§ Data to use:

○ ○ ○ ○

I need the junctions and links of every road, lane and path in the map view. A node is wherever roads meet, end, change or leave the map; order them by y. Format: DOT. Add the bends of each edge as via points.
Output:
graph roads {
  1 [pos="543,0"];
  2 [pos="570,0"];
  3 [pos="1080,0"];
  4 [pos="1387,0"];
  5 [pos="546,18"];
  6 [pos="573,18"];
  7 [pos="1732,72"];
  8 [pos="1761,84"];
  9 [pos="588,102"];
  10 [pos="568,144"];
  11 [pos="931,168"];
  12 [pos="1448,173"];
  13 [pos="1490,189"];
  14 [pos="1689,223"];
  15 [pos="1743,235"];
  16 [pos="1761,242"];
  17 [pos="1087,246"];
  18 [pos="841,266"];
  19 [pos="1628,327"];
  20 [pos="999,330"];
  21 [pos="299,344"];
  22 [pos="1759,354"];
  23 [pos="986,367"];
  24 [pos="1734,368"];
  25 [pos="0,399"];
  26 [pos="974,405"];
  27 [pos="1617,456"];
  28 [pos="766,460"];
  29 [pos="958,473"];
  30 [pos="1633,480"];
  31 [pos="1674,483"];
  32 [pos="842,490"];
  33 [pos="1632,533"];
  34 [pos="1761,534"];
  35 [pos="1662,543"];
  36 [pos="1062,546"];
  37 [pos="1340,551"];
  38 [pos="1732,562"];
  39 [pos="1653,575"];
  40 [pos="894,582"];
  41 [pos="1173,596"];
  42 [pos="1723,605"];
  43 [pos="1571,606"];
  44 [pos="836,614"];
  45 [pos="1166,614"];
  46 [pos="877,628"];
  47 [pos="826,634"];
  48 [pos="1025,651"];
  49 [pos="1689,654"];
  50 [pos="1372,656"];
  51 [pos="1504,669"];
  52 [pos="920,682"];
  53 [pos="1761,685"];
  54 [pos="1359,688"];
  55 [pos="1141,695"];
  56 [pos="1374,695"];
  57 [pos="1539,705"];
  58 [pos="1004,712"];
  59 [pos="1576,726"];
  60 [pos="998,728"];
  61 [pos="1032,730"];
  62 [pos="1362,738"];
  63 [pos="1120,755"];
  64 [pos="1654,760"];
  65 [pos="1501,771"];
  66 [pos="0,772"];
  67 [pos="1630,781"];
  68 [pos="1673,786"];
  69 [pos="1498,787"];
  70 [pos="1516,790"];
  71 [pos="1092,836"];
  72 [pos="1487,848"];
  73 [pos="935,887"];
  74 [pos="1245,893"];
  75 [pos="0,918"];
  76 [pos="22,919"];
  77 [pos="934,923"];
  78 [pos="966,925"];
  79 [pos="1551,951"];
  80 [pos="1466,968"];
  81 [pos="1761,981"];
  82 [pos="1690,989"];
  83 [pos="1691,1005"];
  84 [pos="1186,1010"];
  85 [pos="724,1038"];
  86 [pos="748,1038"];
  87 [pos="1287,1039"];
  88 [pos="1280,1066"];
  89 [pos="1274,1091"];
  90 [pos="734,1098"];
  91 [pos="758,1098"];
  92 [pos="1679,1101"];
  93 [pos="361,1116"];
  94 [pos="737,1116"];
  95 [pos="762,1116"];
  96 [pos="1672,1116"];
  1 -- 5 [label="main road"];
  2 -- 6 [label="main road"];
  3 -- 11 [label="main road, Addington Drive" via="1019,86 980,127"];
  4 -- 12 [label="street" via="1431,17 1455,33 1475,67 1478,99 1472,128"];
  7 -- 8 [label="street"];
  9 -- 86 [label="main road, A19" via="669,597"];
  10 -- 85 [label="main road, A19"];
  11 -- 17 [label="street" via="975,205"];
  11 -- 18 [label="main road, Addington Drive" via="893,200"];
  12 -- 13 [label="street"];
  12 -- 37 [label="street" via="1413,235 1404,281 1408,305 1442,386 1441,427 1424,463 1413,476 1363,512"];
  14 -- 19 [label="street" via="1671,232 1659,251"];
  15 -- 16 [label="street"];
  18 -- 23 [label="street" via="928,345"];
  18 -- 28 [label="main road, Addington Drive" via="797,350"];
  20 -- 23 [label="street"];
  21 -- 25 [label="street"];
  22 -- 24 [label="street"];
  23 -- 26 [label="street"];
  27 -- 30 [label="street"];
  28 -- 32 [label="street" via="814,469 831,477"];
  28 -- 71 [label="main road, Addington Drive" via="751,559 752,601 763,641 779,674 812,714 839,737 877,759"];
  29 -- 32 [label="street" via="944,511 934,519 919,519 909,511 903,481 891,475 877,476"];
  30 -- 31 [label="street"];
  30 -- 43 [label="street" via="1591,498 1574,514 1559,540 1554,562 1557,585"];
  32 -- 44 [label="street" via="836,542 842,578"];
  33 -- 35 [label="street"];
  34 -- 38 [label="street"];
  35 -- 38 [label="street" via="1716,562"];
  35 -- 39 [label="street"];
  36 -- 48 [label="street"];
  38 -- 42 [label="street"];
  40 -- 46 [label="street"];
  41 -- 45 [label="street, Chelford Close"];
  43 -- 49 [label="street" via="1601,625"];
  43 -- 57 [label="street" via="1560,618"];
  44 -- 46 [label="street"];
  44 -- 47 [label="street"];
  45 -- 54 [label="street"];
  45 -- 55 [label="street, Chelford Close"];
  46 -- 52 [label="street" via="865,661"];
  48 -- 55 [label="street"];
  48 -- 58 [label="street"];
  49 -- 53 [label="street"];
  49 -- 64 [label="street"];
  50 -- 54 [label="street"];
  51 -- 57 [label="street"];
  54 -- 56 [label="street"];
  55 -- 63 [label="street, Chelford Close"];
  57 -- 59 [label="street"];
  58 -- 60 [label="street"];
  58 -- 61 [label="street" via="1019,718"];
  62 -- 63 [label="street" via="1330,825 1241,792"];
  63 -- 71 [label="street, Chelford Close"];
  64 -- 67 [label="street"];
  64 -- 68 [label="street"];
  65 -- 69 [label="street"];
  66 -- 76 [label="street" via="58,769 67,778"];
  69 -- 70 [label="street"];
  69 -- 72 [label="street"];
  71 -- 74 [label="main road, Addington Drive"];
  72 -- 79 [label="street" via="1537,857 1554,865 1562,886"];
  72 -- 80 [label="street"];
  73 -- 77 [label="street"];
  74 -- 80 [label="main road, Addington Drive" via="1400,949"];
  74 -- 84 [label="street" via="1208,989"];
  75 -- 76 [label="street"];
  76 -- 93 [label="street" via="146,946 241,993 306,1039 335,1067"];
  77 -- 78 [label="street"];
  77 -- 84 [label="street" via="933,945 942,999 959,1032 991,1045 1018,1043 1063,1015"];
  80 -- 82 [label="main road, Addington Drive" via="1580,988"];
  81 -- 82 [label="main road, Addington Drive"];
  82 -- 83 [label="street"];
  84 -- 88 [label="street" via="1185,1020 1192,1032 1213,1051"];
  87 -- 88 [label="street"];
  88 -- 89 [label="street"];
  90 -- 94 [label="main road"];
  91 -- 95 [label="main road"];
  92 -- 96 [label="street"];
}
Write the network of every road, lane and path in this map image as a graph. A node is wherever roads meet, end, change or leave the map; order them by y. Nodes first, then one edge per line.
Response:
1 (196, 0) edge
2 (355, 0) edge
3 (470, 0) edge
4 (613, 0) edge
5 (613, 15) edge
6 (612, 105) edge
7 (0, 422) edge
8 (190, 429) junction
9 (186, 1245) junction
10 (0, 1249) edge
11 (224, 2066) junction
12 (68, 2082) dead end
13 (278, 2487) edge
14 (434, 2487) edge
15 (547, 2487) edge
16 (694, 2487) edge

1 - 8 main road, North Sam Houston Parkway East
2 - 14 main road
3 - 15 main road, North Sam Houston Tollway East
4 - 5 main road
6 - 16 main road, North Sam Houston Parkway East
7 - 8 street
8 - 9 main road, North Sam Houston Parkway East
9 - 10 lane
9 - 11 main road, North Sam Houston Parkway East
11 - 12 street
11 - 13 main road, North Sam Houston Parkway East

○ ○ ○ ○

§ Task details:
Using the material above, work out how many lines hold the word "meet". Reply with that number alone.

§ Output below:
2